We were thinking, Wow! these girls might be fun to party with. On his next round past our table, we laid into the waiter. This was in the days when rock clubs had waiters. He gave us sort of a squinty-eyed look and said, “Um, yeah…. Those girls are with the band. They’re groupies.”
Oh. Groupies. Like that’s going to even slightly faze a bunch of drunken 20-year-old military guys. Let me tell you the only thing that slowed us down was when the girls asked if we wanted to do some coke. Unfortunately, that wasn’t really in compliance with military standards.

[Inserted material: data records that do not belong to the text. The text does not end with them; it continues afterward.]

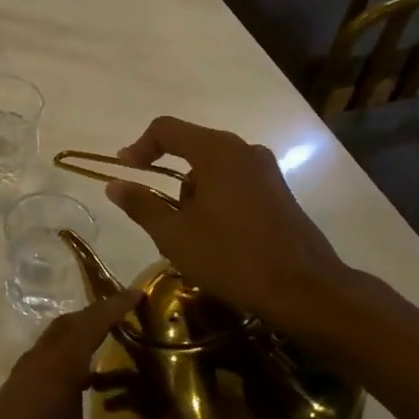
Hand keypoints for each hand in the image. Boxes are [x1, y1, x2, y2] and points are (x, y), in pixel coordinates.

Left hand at [0, 291, 170, 418]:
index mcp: (61, 366)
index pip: (93, 324)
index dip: (116, 307)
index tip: (138, 293)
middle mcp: (40, 362)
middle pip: (69, 325)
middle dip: (96, 316)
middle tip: (125, 317)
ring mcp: (23, 377)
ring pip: (54, 342)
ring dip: (80, 338)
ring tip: (109, 350)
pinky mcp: (14, 394)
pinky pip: (45, 361)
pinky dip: (67, 360)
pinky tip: (81, 386)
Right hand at [104, 116, 354, 330]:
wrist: (304, 289)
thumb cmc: (232, 257)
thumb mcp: (175, 235)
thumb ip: (141, 205)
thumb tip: (114, 184)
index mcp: (216, 151)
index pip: (166, 129)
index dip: (139, 147)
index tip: (125, 171)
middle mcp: (243, 150)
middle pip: (191, 146)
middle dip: (166, 175)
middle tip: (153, 211)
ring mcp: (266, 171)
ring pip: (214, 168)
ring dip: (191, 192)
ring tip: (185, 233)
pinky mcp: (279, 192)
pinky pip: (235, 182)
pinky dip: (215, 199)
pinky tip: (214, 236)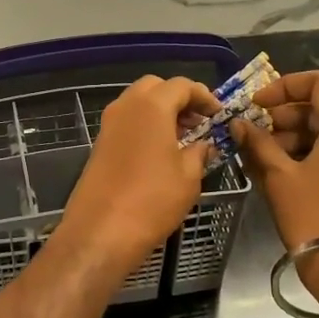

On that note, I’m going to give you four songs by a band that’s not appearing on “American Idol” tonight. They did actually release a new album last year (Rehab, on Chavis Records), but I do not think Quiet Riot is even currently touring. These songs come two from the six-times platinum Metal Health album, and two from its follow-up, 1984’s Condition Critical.
Metal Health.mp3 from Metal Health
Cum On Feel The Noize.mp3 from Metal Health
Mama Weer All Crazee Now.mp3 from Conditional Critical
Condition Critical.mp3 from Conditional Critical
Labels: metal
2 Comments:
yes. Joe Fucking Perry played a Kinks cover with Mangina last night. When in the past, at least he had other excuses (drug addiction, Steven Tyler, Diane Warren), this must fall solely on him. Yeah, this was worse than when he played with Britney at the Super Bowl.
One of the world's coolest rockers is now rendered impotent.
Forever.
The Sgt Pepper medley at the end was a pure embarrassment. That was one lame solo he played.
I'll be as bold as providing a link and keeping my thoughts to myself.